• _WORK ITEM_
Starting with the first line, output the data exactly through to the end.

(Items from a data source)
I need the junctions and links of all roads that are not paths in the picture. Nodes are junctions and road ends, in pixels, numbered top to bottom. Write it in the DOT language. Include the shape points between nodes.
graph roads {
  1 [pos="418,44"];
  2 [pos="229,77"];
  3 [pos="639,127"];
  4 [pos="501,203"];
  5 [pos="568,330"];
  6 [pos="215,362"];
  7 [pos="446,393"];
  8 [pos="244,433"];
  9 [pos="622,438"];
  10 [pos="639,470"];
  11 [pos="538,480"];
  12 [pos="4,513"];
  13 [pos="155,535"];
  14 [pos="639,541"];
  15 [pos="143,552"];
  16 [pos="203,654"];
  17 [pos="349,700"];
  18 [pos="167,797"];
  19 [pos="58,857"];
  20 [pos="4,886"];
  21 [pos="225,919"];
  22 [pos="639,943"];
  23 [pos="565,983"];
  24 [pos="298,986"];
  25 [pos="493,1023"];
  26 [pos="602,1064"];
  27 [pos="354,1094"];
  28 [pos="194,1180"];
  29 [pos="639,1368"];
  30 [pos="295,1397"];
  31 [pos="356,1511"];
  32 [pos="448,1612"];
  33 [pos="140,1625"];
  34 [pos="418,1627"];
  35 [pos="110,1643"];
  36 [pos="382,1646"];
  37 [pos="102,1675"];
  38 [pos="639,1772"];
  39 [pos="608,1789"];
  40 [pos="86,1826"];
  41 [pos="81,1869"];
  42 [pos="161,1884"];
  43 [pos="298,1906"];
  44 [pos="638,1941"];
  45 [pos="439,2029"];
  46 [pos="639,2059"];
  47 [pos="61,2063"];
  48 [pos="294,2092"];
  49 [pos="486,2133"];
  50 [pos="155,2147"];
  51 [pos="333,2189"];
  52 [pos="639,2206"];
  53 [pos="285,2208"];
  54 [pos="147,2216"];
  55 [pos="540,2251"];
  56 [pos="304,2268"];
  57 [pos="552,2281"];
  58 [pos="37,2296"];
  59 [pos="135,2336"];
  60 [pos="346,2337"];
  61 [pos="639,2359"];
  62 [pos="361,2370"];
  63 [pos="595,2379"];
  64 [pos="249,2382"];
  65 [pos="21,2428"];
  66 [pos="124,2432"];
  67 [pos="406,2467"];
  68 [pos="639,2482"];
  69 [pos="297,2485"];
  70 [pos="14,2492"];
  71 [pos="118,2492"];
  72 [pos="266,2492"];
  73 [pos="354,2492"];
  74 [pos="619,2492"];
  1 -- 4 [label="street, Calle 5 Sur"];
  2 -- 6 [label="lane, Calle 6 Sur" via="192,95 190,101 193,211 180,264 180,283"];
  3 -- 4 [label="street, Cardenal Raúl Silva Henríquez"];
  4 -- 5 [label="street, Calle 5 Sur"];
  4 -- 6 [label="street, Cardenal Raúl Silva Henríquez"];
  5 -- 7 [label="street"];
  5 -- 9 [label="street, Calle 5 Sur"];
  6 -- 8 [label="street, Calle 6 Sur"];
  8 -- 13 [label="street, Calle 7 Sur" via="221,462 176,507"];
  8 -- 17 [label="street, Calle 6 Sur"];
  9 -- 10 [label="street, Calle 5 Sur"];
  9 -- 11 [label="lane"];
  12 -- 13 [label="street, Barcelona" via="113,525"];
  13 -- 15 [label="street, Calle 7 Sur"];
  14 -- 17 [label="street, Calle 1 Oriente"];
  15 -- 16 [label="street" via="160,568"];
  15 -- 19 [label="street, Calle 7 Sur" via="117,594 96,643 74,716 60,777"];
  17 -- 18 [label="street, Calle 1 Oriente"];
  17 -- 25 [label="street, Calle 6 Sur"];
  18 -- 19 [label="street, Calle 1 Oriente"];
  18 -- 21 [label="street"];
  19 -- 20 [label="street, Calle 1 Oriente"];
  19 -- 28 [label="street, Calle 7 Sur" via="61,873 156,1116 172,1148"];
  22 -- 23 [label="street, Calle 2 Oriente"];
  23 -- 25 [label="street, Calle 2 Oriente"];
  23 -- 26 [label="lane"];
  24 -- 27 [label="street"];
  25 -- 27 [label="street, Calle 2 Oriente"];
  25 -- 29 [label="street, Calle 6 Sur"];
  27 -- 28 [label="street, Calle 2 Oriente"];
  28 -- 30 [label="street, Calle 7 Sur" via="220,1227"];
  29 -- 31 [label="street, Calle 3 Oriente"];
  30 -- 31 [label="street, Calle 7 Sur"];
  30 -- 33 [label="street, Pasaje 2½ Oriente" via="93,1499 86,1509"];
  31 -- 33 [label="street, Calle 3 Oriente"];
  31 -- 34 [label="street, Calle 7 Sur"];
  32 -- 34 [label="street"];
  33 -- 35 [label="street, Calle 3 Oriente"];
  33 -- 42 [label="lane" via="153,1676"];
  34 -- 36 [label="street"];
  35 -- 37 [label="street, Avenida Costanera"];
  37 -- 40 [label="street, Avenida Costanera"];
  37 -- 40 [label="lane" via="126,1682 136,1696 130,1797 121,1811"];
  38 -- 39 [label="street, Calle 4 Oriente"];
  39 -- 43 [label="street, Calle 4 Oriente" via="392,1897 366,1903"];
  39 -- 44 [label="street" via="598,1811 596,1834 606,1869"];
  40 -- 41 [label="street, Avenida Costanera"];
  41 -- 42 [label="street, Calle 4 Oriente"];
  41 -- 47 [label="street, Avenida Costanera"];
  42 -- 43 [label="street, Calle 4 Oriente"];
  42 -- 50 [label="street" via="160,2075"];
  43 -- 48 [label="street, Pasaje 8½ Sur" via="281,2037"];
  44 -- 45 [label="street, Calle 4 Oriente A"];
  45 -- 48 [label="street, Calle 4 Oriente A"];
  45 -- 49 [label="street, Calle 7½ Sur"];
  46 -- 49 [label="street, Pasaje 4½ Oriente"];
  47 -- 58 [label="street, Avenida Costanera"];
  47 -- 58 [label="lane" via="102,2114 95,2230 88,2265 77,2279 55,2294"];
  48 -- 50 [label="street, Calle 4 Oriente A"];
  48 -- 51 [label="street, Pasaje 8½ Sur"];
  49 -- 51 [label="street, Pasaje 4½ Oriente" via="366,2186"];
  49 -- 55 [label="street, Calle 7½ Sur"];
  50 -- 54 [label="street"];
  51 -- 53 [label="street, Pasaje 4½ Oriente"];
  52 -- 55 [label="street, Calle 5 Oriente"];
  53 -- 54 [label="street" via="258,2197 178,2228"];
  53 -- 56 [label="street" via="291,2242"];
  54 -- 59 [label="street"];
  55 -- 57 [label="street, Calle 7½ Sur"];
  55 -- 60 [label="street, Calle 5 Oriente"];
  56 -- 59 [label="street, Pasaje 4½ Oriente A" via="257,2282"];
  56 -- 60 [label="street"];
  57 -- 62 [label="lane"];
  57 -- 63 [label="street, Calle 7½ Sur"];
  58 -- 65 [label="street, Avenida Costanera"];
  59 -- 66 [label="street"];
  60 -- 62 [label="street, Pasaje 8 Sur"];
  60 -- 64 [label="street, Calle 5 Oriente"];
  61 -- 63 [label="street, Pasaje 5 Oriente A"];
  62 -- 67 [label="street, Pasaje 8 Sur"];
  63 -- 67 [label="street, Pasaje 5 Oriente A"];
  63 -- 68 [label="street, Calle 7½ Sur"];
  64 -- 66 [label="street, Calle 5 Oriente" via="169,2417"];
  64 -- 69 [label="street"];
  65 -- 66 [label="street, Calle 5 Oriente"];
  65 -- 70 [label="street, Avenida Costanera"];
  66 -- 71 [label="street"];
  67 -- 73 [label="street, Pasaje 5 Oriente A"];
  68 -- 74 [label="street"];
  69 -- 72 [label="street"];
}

• _RESPONSE TO THE EXERCISE_
I need the junctions and links of all roads that are not paths in the picture. Nodes are junctions and road ends, in pixels, numbered top to bottom. Write it in the DOT language. Include the shape points between nodes.
graph roads {
  1 [pos="418,44"];
  2 [pos="229,77"];
  3 [pos="639,127"];
  4 [pos="501,203"];
  5 [pos="568,330"];
  6 [pos="215,362"];
  7 [pos="446,393"];
  8 [pos="244,433"];
  9 [pos="622,438"];
  10 [pos="639,470"];
  11 [pos="538,480"];
  12 [pos="4,513"];
  13 [pos="155,535"];
  14 [pos="639,541"];
  15 [pos="143,552"];
  16 [pos="203,654"];
  17 [pos="349,700"];
  18 [pos="167,797"];
  19 [pos="58,857"];
  20 [pos="4,886"];
  21 [pos="225,919"];
  22 [pos="639,943"];
  23 [pos="565,983"];
  24 [pos="298,986"];
  25 [pos="493,1023"];
  26 [pos="602,1064"];
  27 [pos="354,1094"];
  28 [pos="194,1180"];
  29 [pos="639,1368"];
  30 [pos="295,1397"];
  31 [pos="356,1511"];
  32 [pos="448,1612"];
  33 [pos="140,1625"];
  34 [pos="418,1627"];
  35 [pos="110,1643"];
  36 [pos="382,1646"];
  37 [pos="102,1675"];
  38 [pos="639,1772"];
  39 [pos="608,1789"];
  40 [pos="86,1826"];
  41 [pos="81,1869"];
  42 [pos="161,1884"];
  43 [pos="298,1906"];
  44 [pos="638,1941"];
  45 [pos="439,2029"];
  46 [pos="639,2059"];
  47 [pos="61,2063"];
  48 [pos="294,2092"];
  49 [pos="486,2133"];
  50 [pos="155,2147"];
  51 [pos="333,2189"];
  52 [pos="639,2206"];
  53 [pos="285,2208"];
  54 [pos="147,2216"];
  55 [pos="540,2251"];
  56 [pos="304,2268"];
  57 [pos="552,2281"];
  58 [pos="37,2296"];
  59 [pos="135,2336"];
  60 [pos="346,2337"];
  61 [pos="639,2359"];
  62 [pos="361,2370"];
  63 [pos="595,2379"];
  64 [pos="249,2382"];
  65 [pos="21,2428"];
  66 [pos="124,2432"];
  67 [pos="406,2467"];
  68 [pos="639,2482"];
  69 [pos="297,2485"];
  70 [pos="14,2492"];
  71 [pos="118,2492"];
  72 [pos="266,2492"];
  73 [pos="354,2492"];
  74 [pos="619,2492"];
  1 -- 4 [label="street, Calle 5 Sur"];
  2 -- 6 [label="lane, Calle 6 Sur" via="192,95 190,101 193,211 180,264 180,283"];
  3 -- 4 [label="street, Cardenal Raúl Silva Henríquez"];
  4 -- 5 [label="street, Calle 5 Sur"];
  4 -- 6 [label="street, Cardenal Raúl Silva Henríquez"];
  5 -- 7 [label="street"];
  5 -- 9 [label="street, Calle 5 Sur"];
  6 -- 8 [label="street, Calle 6 Sur"];
  8 -- 13 [label="street, Calle 7 Sur" via="221,462 176,507"];
  8 -- 17 [label="street, Calle 6 Sur"];
  9 -- 10 [label="street, Calle 5 Sur"];
  9 -- 11 [label="lane"];
  12 -- 13 [label="street, Barcelona" via="113,525"];
  13 -- 15 [label="street, Calle 7 Sur"];
  14 -- 17 [label="street, Calle 1 Oriente"];
  15 -- 16 [label="street" via="160,568"];
  15 -- 19 [label="street, Calle 7 Sur" via="117,594 96,643 74,716 60,777"];
  17 -- 18 [label="street, Calle 1 Oriente"];
  17 -- 25 [label="street, Calle 6 Sur"];
  18 -- 19 [label="street, Calle 1 Oriente"];
  18 -- 21 [label="street"];
  19 -- 20 [label="street, Calle 1 Oriente"];
  19 -- 28 [label="street, Calle 7 Sur" via="61,873 156,1116 172,1148"];
  22 -- 23 [label="street, Calle 2 Oriente"];
  23 -- 25 [label="street, Calle 2 Oriente"];
  23 -- 26 [label="lane"];
  24 -- 27 [label="street"];
  25 -- 27 [label="street, Calle 2 Oriente"];
  25 -- 29 [label="street, Calle 6 Sur"];
  27 -- 28 [label="street, Calle 2 Oriente"];
  28 -- 30 [label="street, Calle 7 Sur" via="220,1227"];
  29 -- 31 [label="street, Calle 3 Oriente"];
  30 -- 31 [label="street, Calle 7 Sur"];
  30 -- 33 [label="street, Pasaje 2½ Oriente" via="93,1499 86,1509"];
  31 -- 33 [label="street, Calle 3 Oriente"];
  31 -- 34 [label="street, Calle 7 Sur"];
  32 -- 34 [label="street"];
  33 -- 35 [label="street, Calle 3 Oriente"];
  33 -- 42 [label="lane" via="153,1676"];
  34 -- 36 [label="street"];
  35 -- 37 [label="street, Avenida Costanera"];
  37 -- 40 [label="street, Avenida Costanera"];
  37 -- 40 [label="lane" via="126,1682 136,1696 130,1797 121,1811"];
  38 -- 39 [label="street, Calle 4 Oriente"];
  39 -- 43 [label="street, Calle 4 Oriente" via="392,1897 366,1903"];
  39 -- 44 [label="street" via="598,1811 596,1834 606,1869"];
  40 -- 41 [label="street, Avenida Costanera"];
  41 -- 42 [label="street, Calle 4 Oriente"];
  41 -- 47 [label="street, Avenida Costanera"];
  42 -- 43 [label="street, Calle 4 Oriente"];
  42 -- 50 [label="street" via="160,2075"];
  43 -- 48 [label="street, Pasaje 8½ Sur" via="281,2037"];
  44 -- 45 [label="street, Calle 4 Oriente A"];
  45 -- 48 [label="street, Calle 4 Oriente A"];
  45 -- 49 [label="street, Calle 7½ Sur"];
  46 -- 49 [label="street, Pasaje 4½ Oriente"];
  47 -- 58 [label="street, Avenida Costanera"];
  47 -- 58 [label="lane" via="102,2114 95,2230 88,2265 77,2279 55,2294"];
  48 -- 50 [label="street, Calle 4 Oriente A"];
  48 -- 51 [label="street, Pasaje 8½ Sur"];
  49 -- 51 [label="street, Pasaje 4½ Oriente" via="366,2186"];
  49 -- 55 [label="street, Calle 7½ Sur"];
  50 -- 54 [label="street"];
  51 -- 53 [label="street, Pasaje 4½ Oriente"];
  52 -- 55 [label="street, Calle 5 Oriente"];
  53 -- 54 [label="street" via="258,2197 178,2228"];
  53 -- 56 [label="street" via="291,2242"];
  54 -- 59 [label="street"];
  55 -- 57 [label="street, Calle 7½ Sur"];
  55 -- 60 [label="street, Calle 5 Oriente"];
  56 -- 59 [label="street, Pasaje 4½ Oriente A" via="257,2282"];
  56 -- 60 [label="street"];
  57 -- 62 [label="lane"];
  57 -- 63 [label="street, Calle 7½ Sur"];
  58 -- 65 [label="street, Avenida Costanera"];
  59 -- 66 [label="street"];
  60 -- 62 [label="street, Pasaje 8 Sur"];
  60 -- 64 [label="street, Calle 5 Oriente"];
  61 -- 63 [label="street, Pasaje 5 Oriente A"];
  62 -- 67 [label="street, Pasaje 8 Sur"];
  63 -- 67 [label="street, Pasaje 5 Oriente A"];
  63 -- 68 [label="street, Calle 7½ Sur"];
  64 -- 66 [label="street, Calle 5 Oriente" via="169,2417"];
  64 -- 69 [label="street"];
  65 -- 66 [label="street, Calle 5 Oriente"];
  65 -- 70 [label="street, Avenida Costanera"];
  66 -- 71 [label="street"];
  67 -- 73 [label="street, Pasaje 5 Oriente A"];
  68 -- 74 [label="street"];
  69 -- 72 [label="street"];
}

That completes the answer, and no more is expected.